Former Vice President Atiku Abubakar was one of the first high-profile figures to publicly question the speed and secrecy of this resolution. In a statement issued through his media office, Abubakar expressed shock at how swiftly the Nigerian Upstream Production Regulatory Commission (NUPRC) had approved the Oando-ENI deal and resolved the OPL 245 litigation within the same eight-month period.
“The abrupt withdrawal of Nigeria’s litigation against Shell and ENI in the OPL 245 scandal — especially at a time when Oando is acquiring ENI’s onshore assets — reeks of political manoeuvring,” Abubakar stated. “Why was there no transparency in this process? And how is it possible that ENI has benefitted from both the Oando deal and the resolution of the OPL 245 issue?”
Is Oando Eyeing a Stake in OPL 245?
Perhaps the most explosive claim in Izeze’s article is the allegation that Oando’s acquisition of NAOC’s onshore assets may be just the tip of the iceberg. Citing informed sources, Izeze speculates that Oando may have also secured a share of ENI’s stake in the lucrative OPL 245. While there has been no official confirmation of this, the timing of the OPL 245 resolution — coming just months after Oando’s acquisition of ENI’s onshore assets — has raised eyebrows.
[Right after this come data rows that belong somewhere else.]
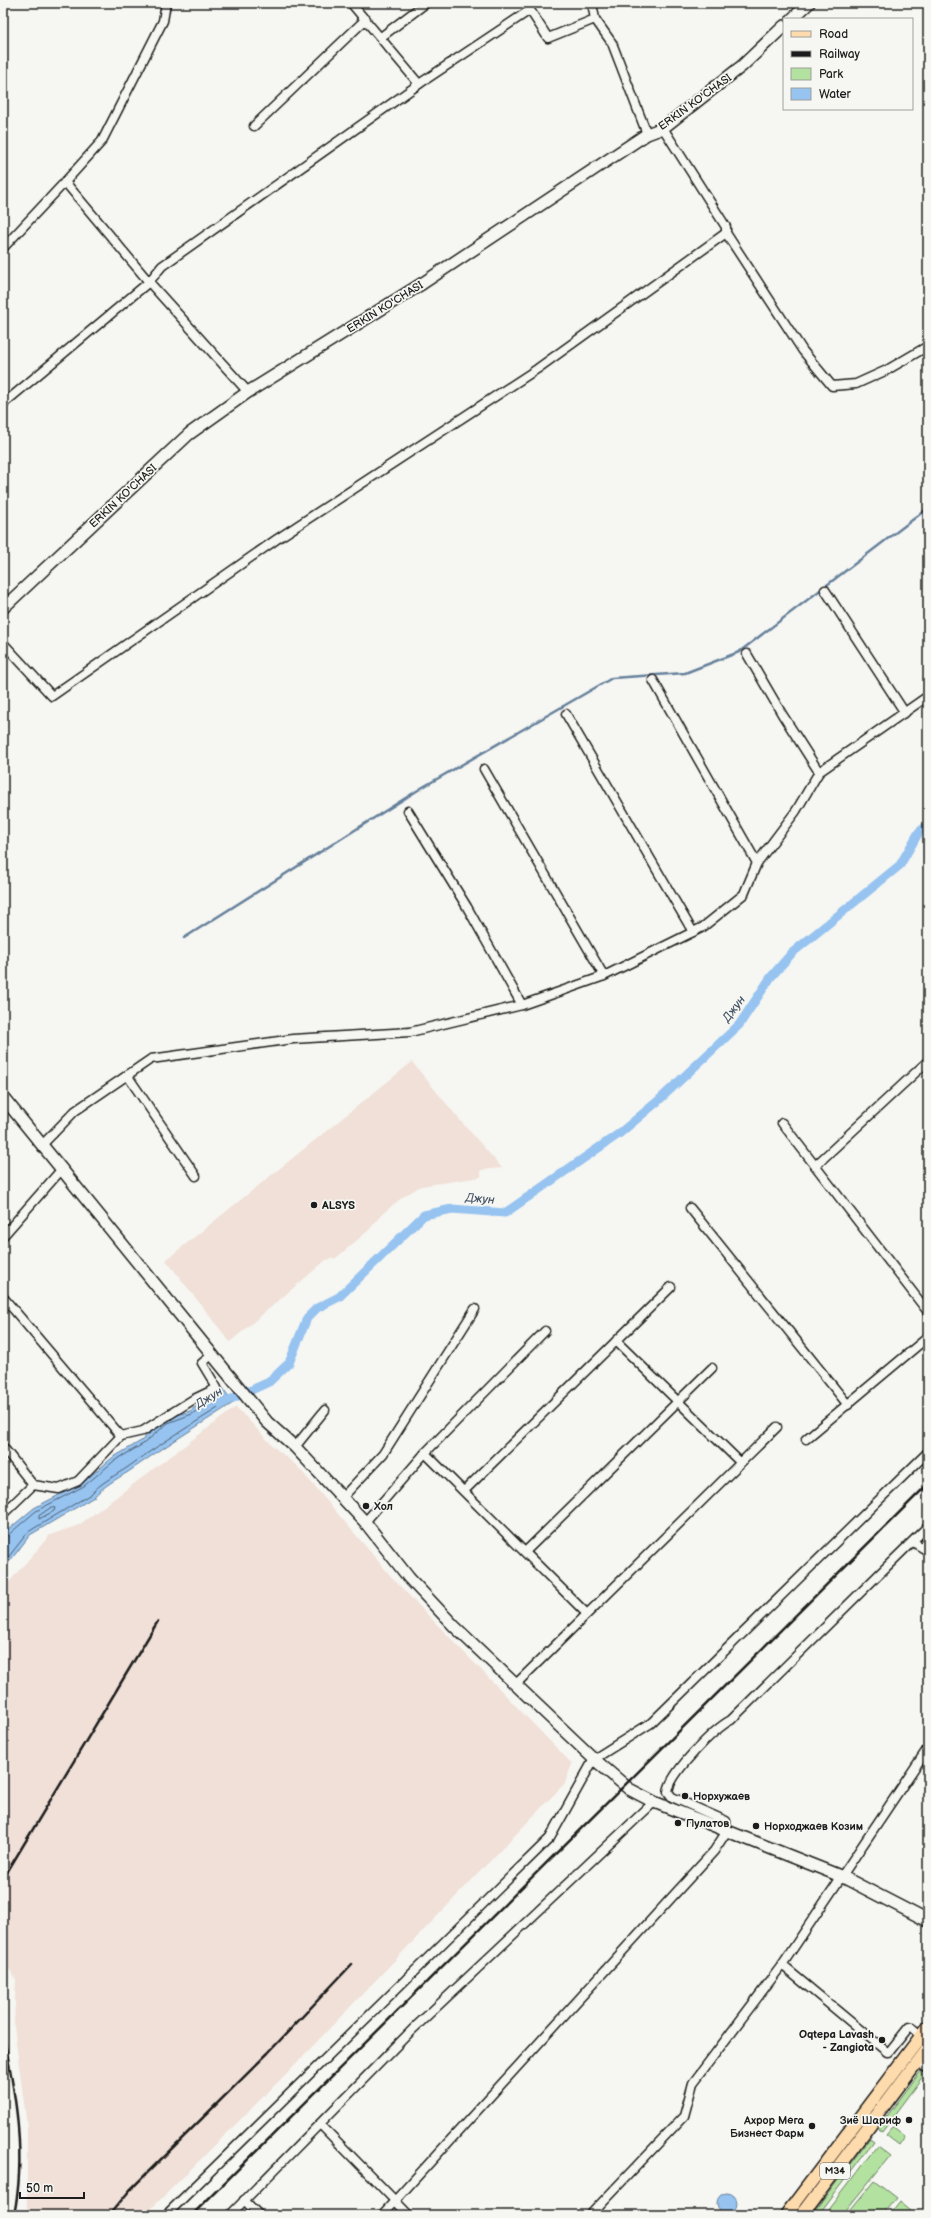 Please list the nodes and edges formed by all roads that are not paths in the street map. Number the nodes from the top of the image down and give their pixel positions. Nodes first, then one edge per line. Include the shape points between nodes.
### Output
1 (166, 3) edge
2 (351, 3) edge
3 (426, 3) edge
4 (592, 3) edge
5 (809, 3) edge
6 (793, 18) edge
7 (595, 19) junction
8 (366, 20) junction
9 (783, 27) edge
10 (381, 38) junction
11 (418, 84) junction
12 (254, 126) dead end
13 (663, 128) junction
14 (647, 134) junction
15 (65, 182) junction
16 (726, 233) junction
17 (3, 248) edge
18 (149, 282) junction
19 (928, 346) edge
20 (248, 392) junction
21 (3, 404) edge
22 (825, 590) dead end
23 (3, 608) edge
24 (3, 643) edge
25 (747, 654) dead end
26 (653, 680) dead end
27 (928, 696) edge
28 (905, 713) junction
29 (566, 714) dead end
30 (484, 769) dead end
31 (819, 772) junction
32 (408, 811) dead end
33 (757, 863) junction
34 (693, 932) junction
35 (604, 976) junction
36 (522, 1004) junction
37 (928, 1061) edge
38 (127, 1075) junction
39 (4, 1099) edge
40 (782, 1123) dead end
41 (42, 1145) junction
42 (816, 1165) junction
43 (62, 1169) junction
44 (196, 1176) dead end
45 (690, 1208) dead end
46 (3, 1236) edge
47 (671, 1287) dead end
48 (3, 1297) edge
49 (475, 1309) dead end
50 (928, 1312) edge
51 (545, 1331) dead end
52 (928, 1337) edge
53 (616, 1341) junction
54 (212, 1355) junction
55 (712, 1368) dead end
56 (678, 1400) junction
57 (848, 1405) junction
58 (325, 1410) dead end
59 (777, 1426) dead end
60 (121, 1436) junction
61 (806, 1439) dead end
62 (295, 1446) junction
63 (3, 1447) edge
64 (928, 1452) edge
65 (425, 1453) junction
66 (740, 1462) junction
67 (33, 1485) junction
68 (464, 1491) junction
69 (342, 1498) junction
70 (3, 1514) edge
71 (365, 1522) junction
72 (928, 1526) edge
73 (913, 1542) junction
74 (928, 1551) edge
75 (525, 1552) junction
76 (586, 1613) junction
77 (515, 1685) junction
78 (928, 1748) edge
79 (594, 1759) junction
80 (654, 1802) junction
81 (727, 1831) junction
82 (843, 1877) junction
83 (928, 1921) edge
84 (782, 1965) junction
85 (925, 2031) edge
86 (928, 2047) edge
87 (917, 2062) junction
88 (928, 2069) edge
89 (320, 2124) junction
90 (244, 2200) junction
91 (395, 2200) junction
92 (166, 2215) edge
93 (230, 2215) edge
94 (259, 2215) edge
95 (382, 2215) edge
96 (409, 2215) edge
97 (590, 2215) edge
98 (786, 2215) edge
99 (802, 2215) edge

1 - 15 street via 164,21 102,141
2 - 8 street
3 - 10 street
4 - 7 street
5 - 6 main road
7 - 11 street via 548,38 530,10
7 - 14 street via 612,44
8 - 10 street
8 - 12 street
9 - 13 main road, ERKIN KO'CHASI via 742,66
10 - 11 street
11 - 18 street via 162,266
13 - 14 main road, ERKIN KO'CHASI
13 - 16 street via 726,227
14 - 20 main road, ERKIN KO'CHASI via 423,283
15 - 17 street
15 - 18 street
16 - 19 street via 803,351 832,386 856,384 887,370
16 - 24 street via 537,369 277,539 52,696
18 - 20 street
18 - 21 street
20 - 23 main road, ERKIN KO'CHASI via 189,434
22 - 28 street
25 - 31 street
26 - 33 street
27 - 28 street
28 - 31 street
29 - 34 street
30 - 35 street
31 - 33 street via 796,812
32 - 36 street
33 - 34 street via 744,894
34 - 35 street
35 - 36 street
36 - 38 street via 410,1032 293,1039 151,1059
37 - 42 street
38 - 41 street via 75,1111
38 - 44 street
39 - 41 main road
40 - 42 street
41 - 43 main road
42 - 50 street
43 - 46 street
43 - 54 main road
45 - 57 street
47 - 53 street
48 - 60 street
49 - 69 street via 383,1454
51 - 65 street
52 - 57 street
53 - 56 street
53 - 68 street
54 - 60 street via 202,1363 216,1388 143,1431
54 - 62 main road via 267,1422
55 - 56 street
56 - 66 street
56 - 75 street
57 - 61 street
58 - 62 street
59 - 66 street
60 - 67 street via 78,1481 59,1489
62 - 69 main road
63 - 67 street
64 - 79 street via 651,1723
65 - 68 street
65 - 71 street
66 - 76 street
67 - 70 street
68 - 75 street
69 - 71 main road
71 - 77 main road via 409,1578
72 - 73 street
73 - 74 street
73 - 81 street via 731,1720 719,1727 702,1744 668,1787 668,1792 672,1796 723,1818
75 - 76 street
76 - 77 street
77 - 79 main road
78 - 82 street
79 - 80 main road via 629,1789
79 - 92 street via 550,1838
80 - 81 main road
80 - 89 street via 418,2025
81 - 82 main road
81 - 91 street via 714,1851
82 - 83 main road
82 - 84 street
84 - 85 street via 887,2052 909,2028
84 - 97 street via 693,2083 684,2116
85 - 98 main road, M34
86 - 87 main road, M34
87 - 88 street
87 - 99 main road, M34
89 - 90 street
89 - 91 street
90 - 93 street
90 - 94 street
91 - 95 street
91 - 96 street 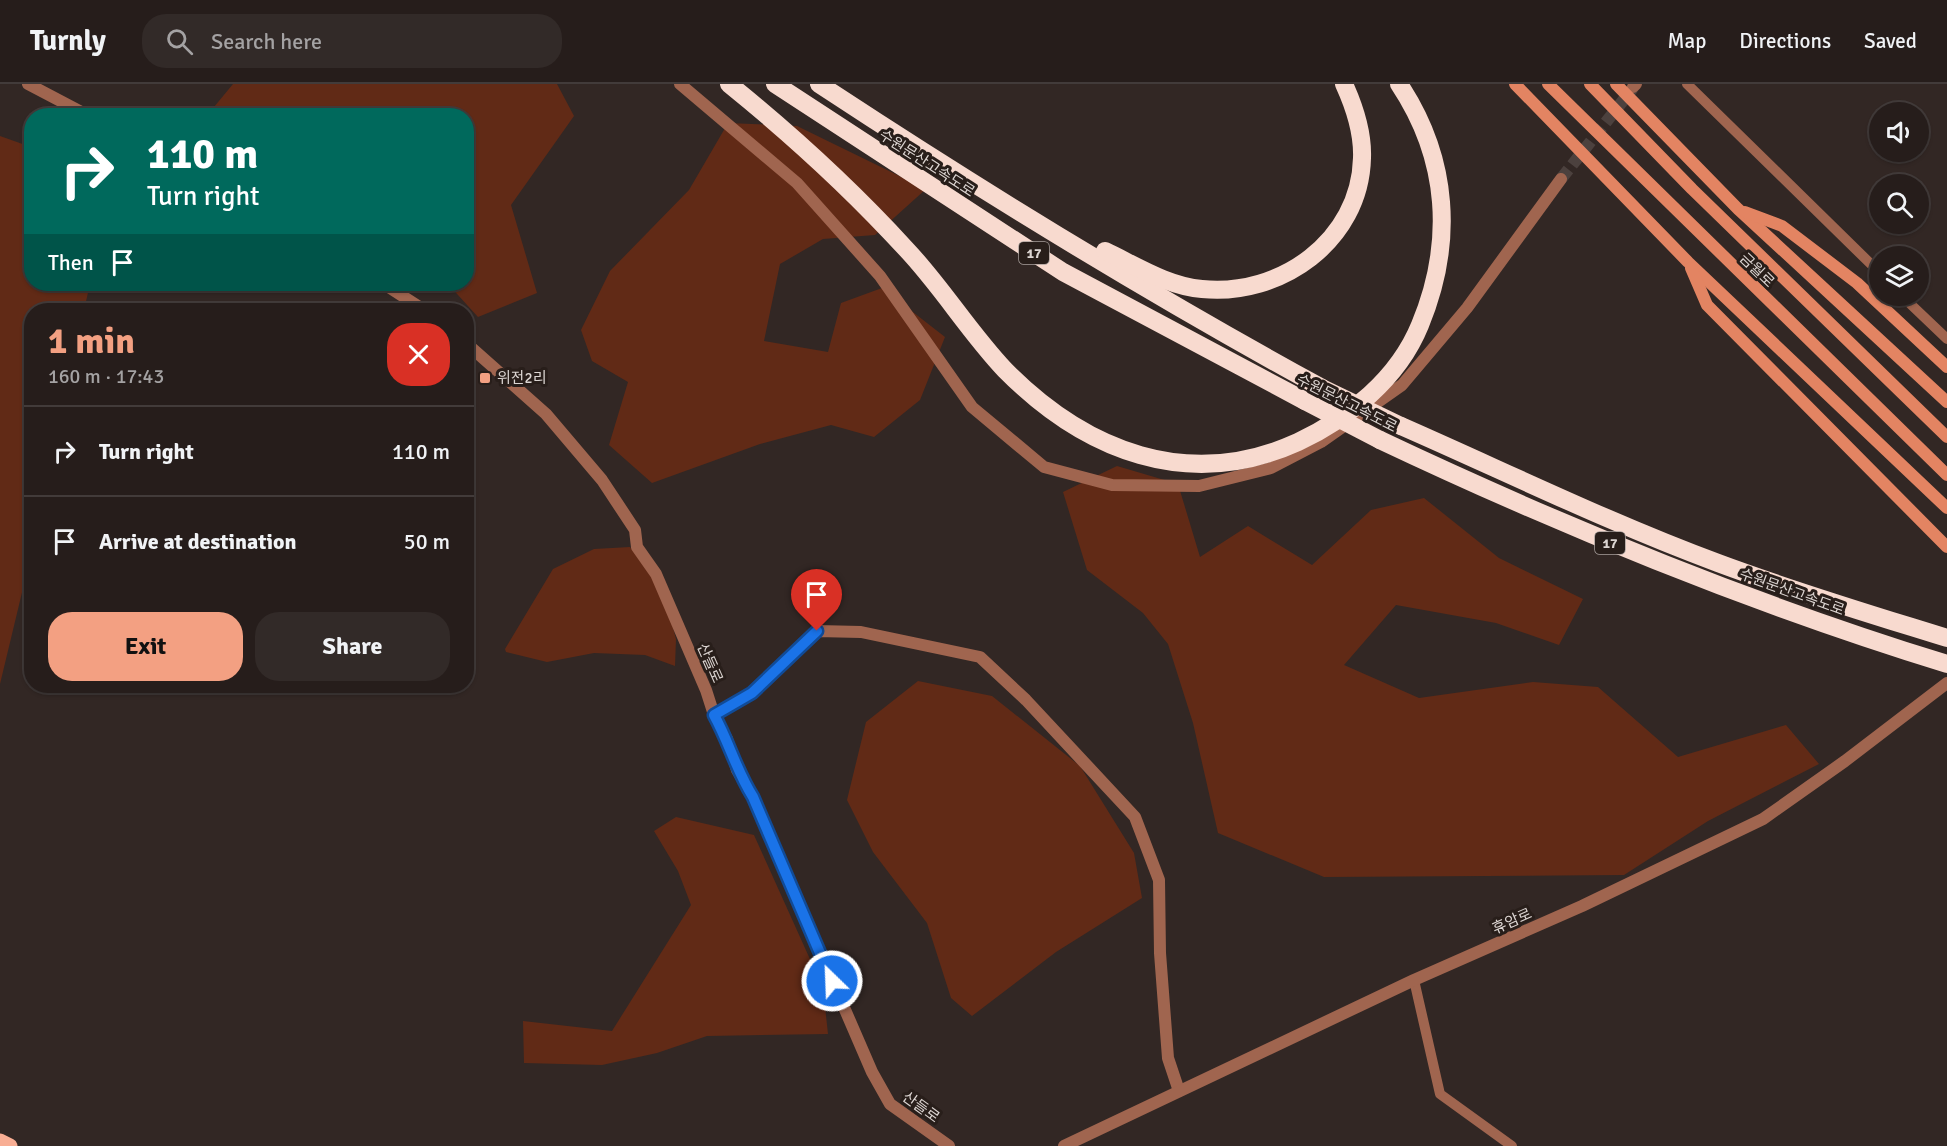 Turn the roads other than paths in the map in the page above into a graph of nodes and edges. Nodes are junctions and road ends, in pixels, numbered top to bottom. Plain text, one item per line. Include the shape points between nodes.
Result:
1 (28, 84) edge
2 (680, 84) edge
3 (729, 84) edge
4 (775, 84) edge
5 (819, 84) edge
6 (1344, 84) edge
7 (1398, 84) edge
8 (1515, 84) edge
9 (1548, 84) edge
10 (1590, 84) edge
11 (1616, 84) edge
12 (1687, 84) edge
13 (41, 87) edge
14 (76, 108) edge
15 (1561, 179) tunnel mouth
16 (1738, 209) junction
17 (1033, 220) junction
18 (1688, 262) junction
19 (1869, 262) edge
20 (395, 291) edge
21 (413, 303) edge
22 (1912, 306) edge
23 (1947, 339) edge
24 (474, 350) edge
25 (1947, 367) edge
26 (1947, 402) edge
27 (1947, 437) edge
28 (1947, 476) edge
29 (1947, 508) edge
30 (1947, 547) edge
31 (1947, 638) edge
32 (1947, 664) edge
33 (1947, 683) edge
34 (714, 715) junction
35 (1414, 980) junction
36 (1179, 1091) junction
37 (0, 1141) edge
38 (10, 1146) edge
39 (949, 1146) edge
40 (1065, 1146) edge
41 (1512, 1146) edge

1 - 13 street
2 - 15 street via 797,183 880,276 972,407 1044,467 1112,485 1199,486 1271,468 1321,442 1402,385 1467,308
3 - 7 highway via 843,184 908,251 1004,368 1043,405 1080,432 1117,448 1178,463 1246,458 1282,449 1350,411 1398,365 1433,294 1443,226 1431,149 1419,118
4 - 32 highway, 수원문산고속도로 / 17, bridge via 1063,272 1380,440 1643,557
5 - 17 highway, 수원문산고속도로 / 17
6 - 17 highway via 1361,133 1361,167 1352,206 1317,254 1280,277 1241,290 1200,289 1167,281
8 - 18 main road
9 - 28 main road, 금월로
10 - 27 main road, 금월로
11 - 16 main road
12 - 19 lane
13 - 14 street
16 - 25 main road via 1782,226 1838,269
16 - 26 main road
17 - 31 highway, 수원문산고속도로 / 17, bridge via 1198,320 1401,426 1716,562
18 - 29 main road
18 - 30 main road via 1707,305
20 - 21 street
22 - 23 lane
24 - 34 street, 산들로 via 546,414 602,480 656,574
33 - 35 street, 휴암로 via 1762,819 1582,906
34 - 36 street via 752,693 817,631 861,632 980,657 1026,700 1135,817 1159,880 1168,1058
34 - 39 street, 산들로 via 728,738 736,771 753,797 872,1072 890,1104
35 - 36 street, 휴암로
35 - 41 lane via 1440,1094
36 - 40 street, 휴암로
37 - 38 main road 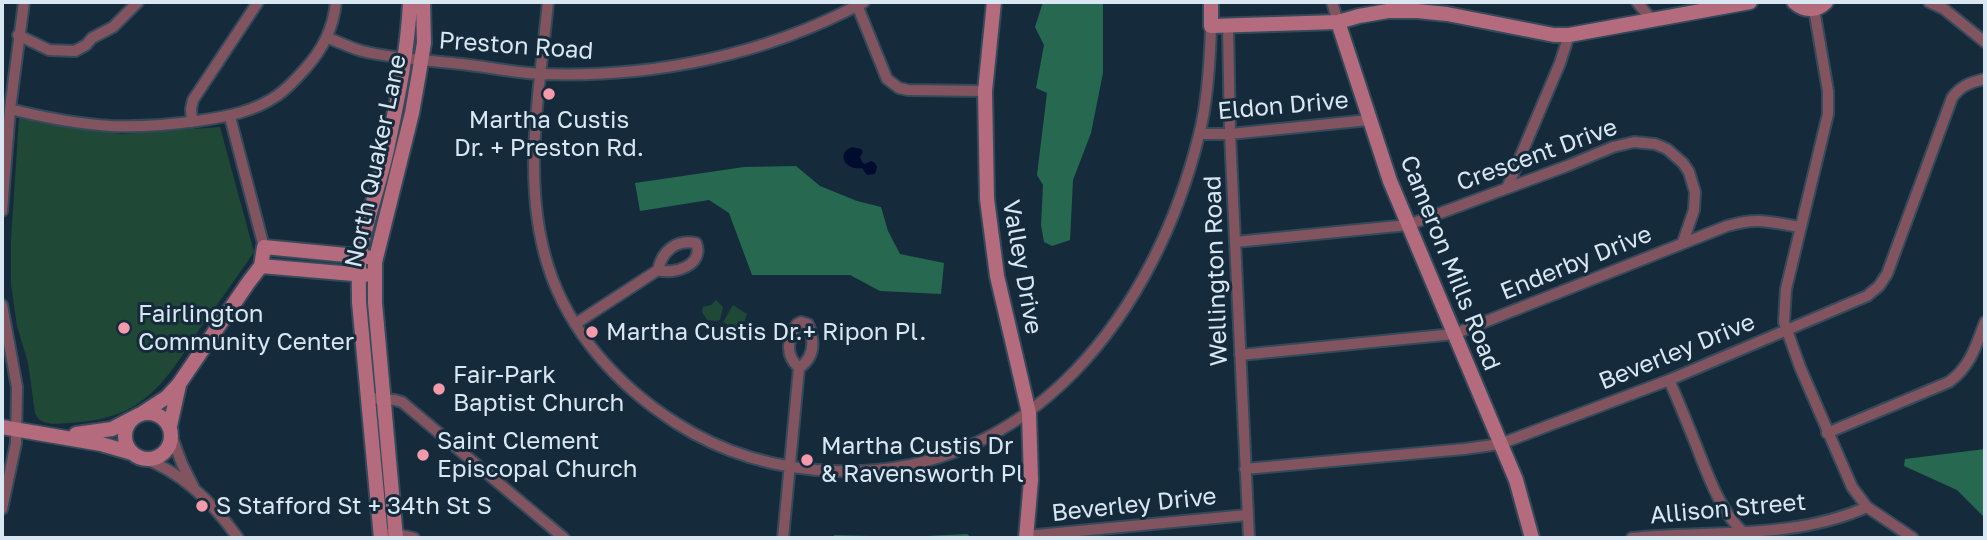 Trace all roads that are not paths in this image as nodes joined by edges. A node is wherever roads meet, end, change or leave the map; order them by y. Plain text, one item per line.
1 (24, 2) edge
2 (138, 2) edge
3 (258, 2) edge
4 (336, 2) edge
5 (410, 2) edge
6 (423, 2) edge
7 (548, 2) edge
8 (994, 2) edge
9 (1211, 2) edge
10 (1332, 2) edge
11 (1637, 2) edge
12 (1750, 2) edge
13 (1794, 2) edge
14 (1930, 2) edge
15 (861, 4) edge
16 (1820, 5) edge
17 (1651, 19) junction
18 (1338, 22) junction
19 (1228, 25) junction
20 (1211, 26) junction
21 (18, 35) junction
22 (1569, 35) junction
23 (328, 38) junction
24 (1985, 42) edge
25 (404, 58) junction
26 (422, 60) junction
27 (541, 74) junction
28 (1985, 79) edge
29 (985, 91) junction
30 (10, 109) junction
31 (230, 117) junction
32 (1369, 120) junction
33 (192, 122) junction
34 (1200, 134) junction
35 (1230, 134) junction
36 (1507, 188) junction
37 (2, 212) edge
38 (1408, 225) junction
39 (1800, 227) junction
40 (1235, 242) junction
41 (1683, 242) junction
42 (264, 247) junction
43 (360, 256) junction
44 (376, 258) junction
45 (261, 266) junction
46 (658, 270) dead end
47 (366, 275) junction
48 (2, 305) edge
49 (1985, 322) edge
50 (575, 324) junction
51 (1786, 332) junction
52 (1454, 334) junction
53 (1240, 355) junction
54 (799, 368) dead end
55 (1669, 380) junction
56 (179, 384) junction
57 (368, 398) junction
58 (384, 399) junction
59 (1029, 413) junction
60 (139, 414) junction
61 (9, 429) edge
62 (171, 432) junction
63 (1828, 433) junction
64 (58, 436) junction
65 (1500, 444) junction
66 (138, 456) junction
67 (790, 467) junction
68 (1245, 469) junction
69 (194, 489) junction
70 (1867, 507) junction
71 (2, 509) edge
72 (1247, 515) junction
73 (396, 536) edge
74 (1747, 536) edge
75 (381, 537) edge
76 (1026, 537) edge
77 (238, 538) edge
78 (414, 538) edge
79 (564, 538) edge
80 (783, 538) edge
81 (1249, 538) edge
82 (1532, 538) edge
83 (1634, 538) edge
84 (1913, 538) edge

1 - 21 street
2 - 21 street
3 - 33 street
4 - 23 street
5 - 25 street, North Quaker Lane
6 - 26 street, North Quaker Lane
7 - 27 street
8 - 29 street, Valley Drive
9 - 20 street
10 - 18 street, Cameron Mills Road
11 - 17 street
12 - 17 street
13 - 16 street
14 - 24 street
15 - 27 street, Preston Road
15 - 29 street
16 - 39 street
17 - 22 street
18 - 19 street
18 - 22 street
18 - 32 street, Cameron Mills Road
19 - 20 street
19 - 35 street, Wellington Road
20 - 34 street
21 - 30 street
22 - 36 street
23 - 25 street, Preston Road
23 - 31 street
25 - 26 street, Preston Road
25 - 43 street, North Quaker Lane
26 - 27 street, Preston Road
26 - 44 street, North Quaker Lane
27 - 50 street
28 - 51 street, Beverley Drive
29 - 59 street, Valley Drive
30 - 33 street
30 - 37 street
31 - 33 street
31 - 42 street
32 - 35 street, Eldon Drive
32 - 38 street, Cameron Mills Road
34 - 35 street, Eldon Drive
34 - 59 street
35 - 40 street, Wellington Road
36 - 38 street, Crescent Drive
36 - 41 street, Crescent Drive
38 - 40 street, Crescent Drive
38 - 52 street, Cameron Mills Road
39 - 41 street, Enderby Drive
39 - 51 street
40 - 53 street, Wellington Road
41 - 52 street, Enderby Drive
42 - 43 street
42 - 45 street
43 - 44 street
43 - 47 street, North Quaker Lane
44 - 47 street, North Quaker Lane
45 - 47 street
45 - 56 street
46 - 50 street
47 - 57 street, North Quaker Lane
47 - 58 street, North Quaker Lane
48 - 61 street
49 - 63 street
50 - 67 street
51 - 55 street, Beverley Drive
51 - 63 street
52 - 53 street, Enderby Drive
52 - 65 street, Cameron Mills Road
53 - 68 street, Wellington Road
54 - 67 street
55 - 65 street, Beverley Drive
55 - 74 street
56 - 60 street
56 - 62 street
57 - 58 street
57 - 75 street, North Quaker Lane
58 - 73 street, North Quaker Lane
58 - 79 street
59 - 67 street
59 - 76 street, Valley Drive
60 - 62 street
60 - 64 street
60 - 66 street
61 - 64 street
61 - 71 street
62 - 66 street
62 - 69 street
63 - 70 street
64 - 66 street
65 - 68 street, Beverley Drive
65 - 82 street, Cameron Mills Road
66 - 69 street
67 - 80 street
68 - 72 street, Wellington Road
69 - 77 street
70 - 74 street, Allison Street
70 - 84 street
72 - 76 street, Beverley Drive
72 - 81 street, Wellington Road
73 - 75 street
73 - 78 street
74 - 83 street, Allison Street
The deal has left many Nigerians wondering whether the Tinubu administration is quietly facilitating the transfer of one of Nigeria’s most valuable oil assets to a company run by the president’s family. “Is this part of a broader agenda?” Izeze asks rhetorically. “If so, the implications for Nigeria’s oil sector and its future are staggering.”
Legal Waivers and the Future of Accountability
In his op-ed, Izeze also takes aim at the Nigerian government’s decision to withdraw civil claims totalling $1.1 billion against ENI. The lawsuits, which had been ongoing for years, accused the company of corruption in its acquisition of OPL 245. Under President Tinubu, however, Nigeria has not only dropped the lawsuits but also “irrevocably” waived its right to take any further legal action against ENI, its subsidiaries, and current or former officers of the company.
The fact that this waiver was issued just months after ENI divested its onshore assets to Oando has led many to speculate that the two deals are linked. Izeze suggests that ENI may have given up its stake in NAOC in exchange for favourable terms in the OPL 245 litigation. If true, this would represent one of the most brazen acts of nepotism in Nigeria’s recent history.
A Call for Transparency
As Nigerians digest the revelations in Izeze’s article, one thing is clear: the country’s oil sector is in dire need of transparency. With billions of dollars at stake and the nation’s most valuable assets being quietly transferred behind closed doors, Izeze’s explosive op-ed is a call to action for greater accountability.